Porque, en todo caso, de eso se trata On the road: de una prueba iniciática, de un relato de formación, que obviamente están presentes en el film de Salles, pero que no llegan a tener la fuerza y convicción que emanan de la novela. Los cuarenta minutos inaugurales del film, que resumen apretadamente los dos primeros viajes del libro, lucen particularmente “apurados”, casi como si un lector pasara las páginas de cuatro en cuatro, dándoles apenas un vistazo a las peripecias del narrador, Sal Paradise (el propio Kerouac), en vez de tratar de capturar el tremendo lirismo del texto. Allí donde Kerouac habla de soledad, de tristeza, de sentido de pérdida, pero también del descubrimiento épico del paisaje americano, la versión cinematográfica pasa casi a las corridas de costa a costa, con alguna parada técnica en Denver, una ciudad crucial en el libro. Particularmente decepcionante es el encuentro de Sal con Terry, una cosechadora mexicana de algodón, con quien en la novela vive una importante historia de amor y crecimiento y que aquí pasa tan fugazmente que hasta podría haber sido eliminada en la mesa de montaje.

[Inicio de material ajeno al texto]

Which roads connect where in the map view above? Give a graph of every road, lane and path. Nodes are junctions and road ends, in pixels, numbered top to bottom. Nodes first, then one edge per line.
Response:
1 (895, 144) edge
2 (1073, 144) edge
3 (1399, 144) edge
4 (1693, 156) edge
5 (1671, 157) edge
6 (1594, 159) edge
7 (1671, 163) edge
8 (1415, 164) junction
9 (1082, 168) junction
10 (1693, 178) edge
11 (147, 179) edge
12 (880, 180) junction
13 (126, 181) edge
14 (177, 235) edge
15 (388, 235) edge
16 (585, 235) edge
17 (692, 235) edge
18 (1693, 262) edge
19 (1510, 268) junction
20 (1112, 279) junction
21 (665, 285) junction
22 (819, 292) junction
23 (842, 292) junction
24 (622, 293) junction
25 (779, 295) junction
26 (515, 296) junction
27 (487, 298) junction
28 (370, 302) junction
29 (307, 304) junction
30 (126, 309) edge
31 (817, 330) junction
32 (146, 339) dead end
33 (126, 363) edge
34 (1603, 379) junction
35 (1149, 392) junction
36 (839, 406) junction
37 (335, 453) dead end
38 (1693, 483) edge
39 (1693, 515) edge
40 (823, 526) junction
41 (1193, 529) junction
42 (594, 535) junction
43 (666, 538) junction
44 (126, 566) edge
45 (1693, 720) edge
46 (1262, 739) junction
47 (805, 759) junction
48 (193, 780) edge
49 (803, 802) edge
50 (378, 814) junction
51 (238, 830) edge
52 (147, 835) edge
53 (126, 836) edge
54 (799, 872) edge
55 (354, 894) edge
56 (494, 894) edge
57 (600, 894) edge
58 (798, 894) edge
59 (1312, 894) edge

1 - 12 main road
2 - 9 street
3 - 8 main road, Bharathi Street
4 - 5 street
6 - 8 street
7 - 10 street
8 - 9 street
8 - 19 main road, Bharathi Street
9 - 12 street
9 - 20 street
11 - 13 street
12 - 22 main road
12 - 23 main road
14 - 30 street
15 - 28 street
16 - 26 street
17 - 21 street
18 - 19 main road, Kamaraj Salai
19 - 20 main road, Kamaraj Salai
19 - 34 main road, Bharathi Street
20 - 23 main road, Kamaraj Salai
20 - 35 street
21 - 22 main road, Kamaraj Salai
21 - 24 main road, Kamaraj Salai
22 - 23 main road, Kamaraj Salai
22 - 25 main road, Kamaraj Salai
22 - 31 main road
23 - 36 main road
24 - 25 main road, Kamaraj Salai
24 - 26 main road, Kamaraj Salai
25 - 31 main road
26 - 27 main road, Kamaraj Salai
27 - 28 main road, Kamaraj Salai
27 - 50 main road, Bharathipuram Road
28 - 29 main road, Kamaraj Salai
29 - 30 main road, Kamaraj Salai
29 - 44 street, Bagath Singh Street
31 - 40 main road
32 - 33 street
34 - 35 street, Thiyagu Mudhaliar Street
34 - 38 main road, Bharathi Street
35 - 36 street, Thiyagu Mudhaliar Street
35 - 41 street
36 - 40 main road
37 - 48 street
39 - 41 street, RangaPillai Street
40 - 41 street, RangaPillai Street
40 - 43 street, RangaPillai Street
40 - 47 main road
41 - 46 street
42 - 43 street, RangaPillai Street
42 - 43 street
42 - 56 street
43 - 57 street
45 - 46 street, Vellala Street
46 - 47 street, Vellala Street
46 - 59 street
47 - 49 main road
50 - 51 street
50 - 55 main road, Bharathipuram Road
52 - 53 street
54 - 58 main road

Por el contrario, el film empieza a crecer a partir de la tercera parte del libro, cuando asoma por primera vez la energía y el fuego interior de Moriarty, particularmente en el festejo de Año Nuevo de 1949, cuando todos bailan frenéticamente bajo el hechizo de la música de Charlie Parker, y sobre todo Dean y su pareja Marylou dan rienda suelta a un erotismo del que hasta ese momento el film había dado apenas pruebas superficiales. “Esta adaptación era tan compleja que antes de filmarla tuve que rodar un documental siguiendo los caminos recorridos por Kerouac y el resto del grupo para poder comprender un poco mejor la odisea descripta en el libro y lo que quedaba de todo aquello en la América posindustrial”, contó Salles en la conferencia de prensa. Según el director, la adaptación del libro requería mucha espontaneidad: “Para serle fiel, hacía falta también fomentar la improvisación en el momento del rodaje. Si conocés bien la melodía, es más fácil improvisar, un poco como en el jazz, que a su vez es tan importante en la novela”. De hecho, hay mucha música de la revolución del be-bop, que el libro de Kerouac describe tan bien, de primera mano. Pero para la partitura original, Salles volvió a convocar al argentino Gustavo Santaolalla (con quien ya había trabajado en Diarios de motocicleta), quien a su vez se aseguró la participación de un músico esencial en la escena de jazz contemporáneo, el contrabajista Charlie Haden.

¿Y el elenco? Allí también hay altas y bajas, considerando que fue trabajado casi en función del marketing de la película, al punto que en la última edición de la revista dominical del vespertino Le Monde los actores posan en tapa como modelos. En el personaje crucial de Dean Moriarty está sorprendentemente creíble Garret Hendlund, sobre todo si se tiene en cuenta que sus películas anteriores –Troya, Eragon, Tron– eran de aquellas que no necesitaban de un actor. Un poco lo mismo debe decirse de Kristen Stewart, que viene de la saga Crepúsculo y que aquí como Marylou –una libertaria sexual avant la lettre– consigue opacar a Kirsten Dunst como la más doméstica Camille, aunque más no sea porque tiene bastantes minutos más en pantalla. En cambio, los ingleses Sam Riley como Sal/Kerouac y Tom Sturridge (otro vampiro de Crepúsculo) como Carlo Marx/Allen Ginsberg lucen particularmente opacos, sin el brillo de genialidad que deberían tener sus personajes, aunque más no fuera en su primera juventud. A su lado, en una intervención no por modesta menos destacada, Viggo Mortensen como Old Bull Lee (el Viejo Toro, como Kerouac disfrazó en su libro la figura de William Burroughs), una vez más da prueba de su personalidad y demuestra que para los grandes actores nunca hay pequeños papeles.